*Information given*
========================================================================
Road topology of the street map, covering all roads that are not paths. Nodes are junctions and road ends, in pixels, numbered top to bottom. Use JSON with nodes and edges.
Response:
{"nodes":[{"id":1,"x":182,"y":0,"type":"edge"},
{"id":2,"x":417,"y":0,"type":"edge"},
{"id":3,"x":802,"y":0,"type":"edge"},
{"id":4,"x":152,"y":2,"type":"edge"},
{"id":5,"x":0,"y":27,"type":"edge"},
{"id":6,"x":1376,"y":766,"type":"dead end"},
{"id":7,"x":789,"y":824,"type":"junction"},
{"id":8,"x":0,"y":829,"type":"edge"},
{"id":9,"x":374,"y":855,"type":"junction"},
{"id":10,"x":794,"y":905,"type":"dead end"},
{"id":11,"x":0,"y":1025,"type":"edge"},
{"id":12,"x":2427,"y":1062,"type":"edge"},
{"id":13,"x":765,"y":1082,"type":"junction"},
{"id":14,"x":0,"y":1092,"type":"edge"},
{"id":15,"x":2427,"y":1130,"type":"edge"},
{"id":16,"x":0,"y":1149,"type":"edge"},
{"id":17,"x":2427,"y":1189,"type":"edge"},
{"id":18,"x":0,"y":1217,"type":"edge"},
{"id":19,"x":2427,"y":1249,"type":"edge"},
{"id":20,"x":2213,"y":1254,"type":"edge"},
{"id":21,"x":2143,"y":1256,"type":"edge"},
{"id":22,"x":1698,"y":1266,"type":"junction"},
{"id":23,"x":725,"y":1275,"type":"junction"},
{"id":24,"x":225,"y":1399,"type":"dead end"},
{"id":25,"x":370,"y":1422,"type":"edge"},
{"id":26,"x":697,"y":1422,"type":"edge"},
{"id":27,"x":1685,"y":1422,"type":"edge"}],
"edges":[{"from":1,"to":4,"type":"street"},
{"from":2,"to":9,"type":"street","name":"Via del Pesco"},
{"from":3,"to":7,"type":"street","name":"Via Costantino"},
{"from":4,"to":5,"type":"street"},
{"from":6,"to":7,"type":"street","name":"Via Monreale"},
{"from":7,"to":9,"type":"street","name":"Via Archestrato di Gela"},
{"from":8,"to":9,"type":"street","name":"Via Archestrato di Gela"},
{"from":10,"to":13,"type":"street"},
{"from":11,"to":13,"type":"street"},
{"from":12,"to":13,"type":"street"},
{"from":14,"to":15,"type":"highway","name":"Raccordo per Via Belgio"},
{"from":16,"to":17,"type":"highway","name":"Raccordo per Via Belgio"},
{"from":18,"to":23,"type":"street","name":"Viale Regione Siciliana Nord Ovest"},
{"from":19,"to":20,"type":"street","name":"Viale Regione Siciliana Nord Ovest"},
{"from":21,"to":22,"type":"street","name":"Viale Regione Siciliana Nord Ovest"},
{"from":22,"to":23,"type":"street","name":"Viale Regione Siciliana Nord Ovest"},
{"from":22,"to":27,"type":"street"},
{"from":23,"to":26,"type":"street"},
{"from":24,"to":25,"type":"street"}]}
========================================================================
*Required work*
An exact reproduction of all the entries, complete to the last line, is needed.

*Exercise answer*
Road topology of the street map, covering all roads that are not paths. Nodes are junctions and road ends, in pixels, numbered top to bottom. Use JSON with nodes and edges.
Response:
{"nodes":[{"id":1,"x":182,"y":0,"type":"edge"},
{"id":2,"x":417,"y":0,"type":"edge"},
{"id":3,"x":802,"y":0,"type":"edge"},
{"id":4,"x":152,"y":2,"type":"edge"},
{"id":5,"x":0,"y":27,"type":"edge"},
{"id":6,"x":1376,"y":766,"type":"dead end"},
{"id":7,"x":789,"y":824,"type":"junction"},
{"id":8,"x":0,"y":829,"type":"edge"},
{"id":9,"x":374,"y":855,"type":"junction"},
{"id":10,"x":794,"y":905,"type":"dead end"},
{"id":11,"x":0,"y":1025,"type":"edge"},
{"id":12,"x":2427,"y":1062,"type":"edge"},
{"id":13,"x":765,"y":1082,"type":"junction"},
{"id":14,"x":0,"y":1092,"type":"edge"},
{"id":15,"x":2427,"y":1130,"type":"edge"},
{"id":16,"x":0,"y":1149,"type":"edge"},
{"id":17,"x":2427,"y":1189,"type":"edge"},
{"id":18,"x":0,"y":1217,"type":"edge"},
{"id":19,"x":2427,"y":1249,"type":"edge"},
{"id":20,"x":2213,"y":1254,"type":"edge"},
{"id":21,"x":2143,"y":1256,"type":"edge"},
{"id":22,"x":1698,"y":1266,"type":"junction"},
{"id":23,"x":725,"y":1275,"type":"junction"},
{"id":24,"x":225,"y":1399,"type":"dead end"},
{"id":25,"x":370,"y":1422,"type":"edge"},
{"id":26,"x":697,"y":1422,"type":"edge"},
{"id":27,"x":1685,"y":1422,"type":"edge"}],
"edges":[{"from":1,"to":4,"type":"street"},
{"from":2,"to":9,"type":"street","name":"Via del Pesco"},
{"from":3,"to":7,"type":"street","name":"Via Costantino"},
{"from":4,"to":5,"type":"street"},
{"from":6,"to":7,"type":"street","name":"Via Monreale"},
{"from":7,"to":9,"type":"street","name":"Via Archestrato di Gela"},
{"from":8,"to":9,"type":"street","name":"Via Archestrato di Gela"},
{"from":10,"to":13,"type":"street"},
{"from":11,"to":13,"type":"street"},
{"from":12,"to":13,"type":"street"},
{"from":14,"to":15,"type":"highway","name":"Raccordo per Via Belgio"},
{"from":16,"to":17,"type":"highway","name":"Raccordo per Via Belgio"},
{"from":18,"to":23,"type":"street","name":"Viale Regione Siciliana Nord Ovest"},
{"from":19,"to":20,"type":"street","name":"Viale Regione Siciliana Nord Ovest"},
{"from":21,"to":22,"type":"street","name":"Viale Regione Siciliana Nord Ovest"},
{"from":22,"to":23,"type":"street","name":"Viale Regione Siciliana Nord Ovest"},
{"from":22,"to":27,"type":"street"},
{"from":23,"to":26,"type":"street"},
{"from":24,"to":25,"type":"street"}]}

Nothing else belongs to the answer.